## [What the task requires]
Report the tally of lines in the material below that have the string "Drive", with no other output.

------ Data records ------

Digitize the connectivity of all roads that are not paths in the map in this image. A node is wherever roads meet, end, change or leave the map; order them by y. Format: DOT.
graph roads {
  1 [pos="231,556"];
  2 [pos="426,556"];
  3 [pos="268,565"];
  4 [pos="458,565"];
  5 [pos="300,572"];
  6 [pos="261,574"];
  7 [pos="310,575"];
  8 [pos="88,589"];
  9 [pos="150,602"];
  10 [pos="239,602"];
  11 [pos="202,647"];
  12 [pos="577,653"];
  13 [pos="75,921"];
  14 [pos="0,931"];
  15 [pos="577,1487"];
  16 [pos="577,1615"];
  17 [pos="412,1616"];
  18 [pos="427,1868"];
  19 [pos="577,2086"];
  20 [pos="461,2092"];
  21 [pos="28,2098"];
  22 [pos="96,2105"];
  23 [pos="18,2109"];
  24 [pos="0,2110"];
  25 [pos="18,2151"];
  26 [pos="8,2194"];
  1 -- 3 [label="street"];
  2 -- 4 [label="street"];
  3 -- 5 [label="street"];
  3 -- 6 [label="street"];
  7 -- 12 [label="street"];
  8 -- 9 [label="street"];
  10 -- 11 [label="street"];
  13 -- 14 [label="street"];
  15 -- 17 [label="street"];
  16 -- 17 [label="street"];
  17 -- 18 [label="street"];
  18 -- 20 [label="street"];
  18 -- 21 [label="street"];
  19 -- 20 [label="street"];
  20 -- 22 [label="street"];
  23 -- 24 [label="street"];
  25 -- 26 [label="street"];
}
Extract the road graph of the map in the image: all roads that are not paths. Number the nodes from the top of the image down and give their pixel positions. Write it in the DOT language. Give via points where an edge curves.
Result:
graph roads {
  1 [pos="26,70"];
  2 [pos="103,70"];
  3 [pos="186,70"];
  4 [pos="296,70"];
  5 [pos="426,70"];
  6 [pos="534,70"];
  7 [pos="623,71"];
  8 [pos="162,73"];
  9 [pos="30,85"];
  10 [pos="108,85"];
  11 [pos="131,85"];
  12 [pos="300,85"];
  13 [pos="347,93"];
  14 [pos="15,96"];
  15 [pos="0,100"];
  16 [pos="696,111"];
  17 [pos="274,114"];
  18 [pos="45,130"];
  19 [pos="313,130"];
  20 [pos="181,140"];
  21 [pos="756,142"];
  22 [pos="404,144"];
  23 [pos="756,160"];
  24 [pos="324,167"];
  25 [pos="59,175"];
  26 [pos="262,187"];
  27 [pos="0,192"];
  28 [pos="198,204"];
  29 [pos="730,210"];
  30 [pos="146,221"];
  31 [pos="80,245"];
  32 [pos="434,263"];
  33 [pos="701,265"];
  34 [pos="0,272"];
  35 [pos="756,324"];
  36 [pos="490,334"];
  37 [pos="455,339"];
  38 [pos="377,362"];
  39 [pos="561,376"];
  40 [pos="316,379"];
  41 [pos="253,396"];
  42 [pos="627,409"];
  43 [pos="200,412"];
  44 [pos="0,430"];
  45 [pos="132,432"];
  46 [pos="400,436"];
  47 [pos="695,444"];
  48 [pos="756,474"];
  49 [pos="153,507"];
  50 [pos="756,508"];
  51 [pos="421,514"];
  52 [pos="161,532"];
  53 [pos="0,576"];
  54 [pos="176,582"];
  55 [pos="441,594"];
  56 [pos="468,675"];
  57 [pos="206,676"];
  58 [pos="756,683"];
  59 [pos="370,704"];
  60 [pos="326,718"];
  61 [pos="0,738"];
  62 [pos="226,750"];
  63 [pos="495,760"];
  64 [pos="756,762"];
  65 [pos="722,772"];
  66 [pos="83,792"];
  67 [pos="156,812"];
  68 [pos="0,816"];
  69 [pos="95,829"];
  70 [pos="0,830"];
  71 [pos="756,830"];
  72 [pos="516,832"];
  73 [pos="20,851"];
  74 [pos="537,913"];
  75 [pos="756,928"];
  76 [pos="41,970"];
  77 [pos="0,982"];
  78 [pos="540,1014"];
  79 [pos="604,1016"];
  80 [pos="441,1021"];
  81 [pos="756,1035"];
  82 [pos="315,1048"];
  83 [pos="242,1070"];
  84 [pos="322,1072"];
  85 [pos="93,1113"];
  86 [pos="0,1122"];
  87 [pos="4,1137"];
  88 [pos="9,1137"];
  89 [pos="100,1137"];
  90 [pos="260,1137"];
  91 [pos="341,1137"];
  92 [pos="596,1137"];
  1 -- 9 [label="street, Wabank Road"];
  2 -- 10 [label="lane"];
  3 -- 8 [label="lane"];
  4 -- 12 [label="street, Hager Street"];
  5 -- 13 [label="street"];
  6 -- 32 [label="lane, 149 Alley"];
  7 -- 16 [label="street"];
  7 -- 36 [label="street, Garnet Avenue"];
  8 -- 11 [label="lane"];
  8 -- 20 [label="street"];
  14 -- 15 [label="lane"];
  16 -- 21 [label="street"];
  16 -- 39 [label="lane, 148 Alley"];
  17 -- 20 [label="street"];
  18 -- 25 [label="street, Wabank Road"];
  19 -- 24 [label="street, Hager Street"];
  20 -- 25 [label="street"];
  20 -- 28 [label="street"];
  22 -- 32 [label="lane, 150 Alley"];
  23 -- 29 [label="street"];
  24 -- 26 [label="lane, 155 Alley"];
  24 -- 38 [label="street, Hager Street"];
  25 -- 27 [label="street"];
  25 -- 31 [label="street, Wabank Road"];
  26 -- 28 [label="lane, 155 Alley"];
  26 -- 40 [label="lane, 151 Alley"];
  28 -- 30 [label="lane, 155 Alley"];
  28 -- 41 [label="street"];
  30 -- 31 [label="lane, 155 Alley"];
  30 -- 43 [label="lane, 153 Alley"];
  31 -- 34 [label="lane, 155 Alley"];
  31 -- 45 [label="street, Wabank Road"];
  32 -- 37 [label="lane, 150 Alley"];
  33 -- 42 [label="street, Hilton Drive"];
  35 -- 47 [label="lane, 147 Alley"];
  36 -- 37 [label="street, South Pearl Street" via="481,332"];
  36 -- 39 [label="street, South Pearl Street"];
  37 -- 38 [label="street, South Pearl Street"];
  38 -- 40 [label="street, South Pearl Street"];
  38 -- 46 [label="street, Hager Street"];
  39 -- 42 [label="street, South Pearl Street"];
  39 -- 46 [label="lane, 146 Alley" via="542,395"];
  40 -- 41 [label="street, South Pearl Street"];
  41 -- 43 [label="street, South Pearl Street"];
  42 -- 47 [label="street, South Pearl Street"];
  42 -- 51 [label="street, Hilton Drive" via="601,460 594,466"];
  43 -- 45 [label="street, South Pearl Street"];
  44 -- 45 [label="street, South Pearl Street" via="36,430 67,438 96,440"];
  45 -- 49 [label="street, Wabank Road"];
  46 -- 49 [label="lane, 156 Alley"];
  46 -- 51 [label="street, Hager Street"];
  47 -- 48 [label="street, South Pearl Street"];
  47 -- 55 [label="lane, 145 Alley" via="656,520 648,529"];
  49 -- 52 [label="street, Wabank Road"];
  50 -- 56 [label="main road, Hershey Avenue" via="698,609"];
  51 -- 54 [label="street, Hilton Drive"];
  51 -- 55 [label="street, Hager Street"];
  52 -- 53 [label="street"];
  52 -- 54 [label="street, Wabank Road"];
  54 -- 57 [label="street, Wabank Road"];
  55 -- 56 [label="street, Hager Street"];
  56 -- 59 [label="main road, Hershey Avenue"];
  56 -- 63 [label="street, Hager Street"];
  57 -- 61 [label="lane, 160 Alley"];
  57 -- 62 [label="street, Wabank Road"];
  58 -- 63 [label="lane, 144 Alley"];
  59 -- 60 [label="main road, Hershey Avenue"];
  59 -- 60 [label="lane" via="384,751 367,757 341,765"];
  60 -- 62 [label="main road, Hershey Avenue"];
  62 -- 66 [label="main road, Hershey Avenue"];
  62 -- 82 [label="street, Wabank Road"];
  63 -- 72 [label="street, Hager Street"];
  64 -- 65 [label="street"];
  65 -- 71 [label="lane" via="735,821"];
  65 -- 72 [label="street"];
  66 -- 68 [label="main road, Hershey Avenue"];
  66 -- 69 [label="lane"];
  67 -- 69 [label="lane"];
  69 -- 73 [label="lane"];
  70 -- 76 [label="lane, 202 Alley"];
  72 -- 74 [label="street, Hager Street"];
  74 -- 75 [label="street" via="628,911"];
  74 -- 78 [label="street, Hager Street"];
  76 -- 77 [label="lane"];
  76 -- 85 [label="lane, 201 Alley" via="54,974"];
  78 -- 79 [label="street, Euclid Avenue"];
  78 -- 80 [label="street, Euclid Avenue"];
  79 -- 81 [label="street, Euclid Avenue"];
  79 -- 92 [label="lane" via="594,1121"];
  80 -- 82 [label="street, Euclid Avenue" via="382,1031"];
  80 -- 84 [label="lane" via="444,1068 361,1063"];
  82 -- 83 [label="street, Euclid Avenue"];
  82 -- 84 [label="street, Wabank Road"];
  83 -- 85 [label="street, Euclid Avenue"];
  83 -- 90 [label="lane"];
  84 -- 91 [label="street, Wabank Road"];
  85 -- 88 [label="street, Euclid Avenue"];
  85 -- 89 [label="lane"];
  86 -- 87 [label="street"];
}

------

## [Output of the task]
3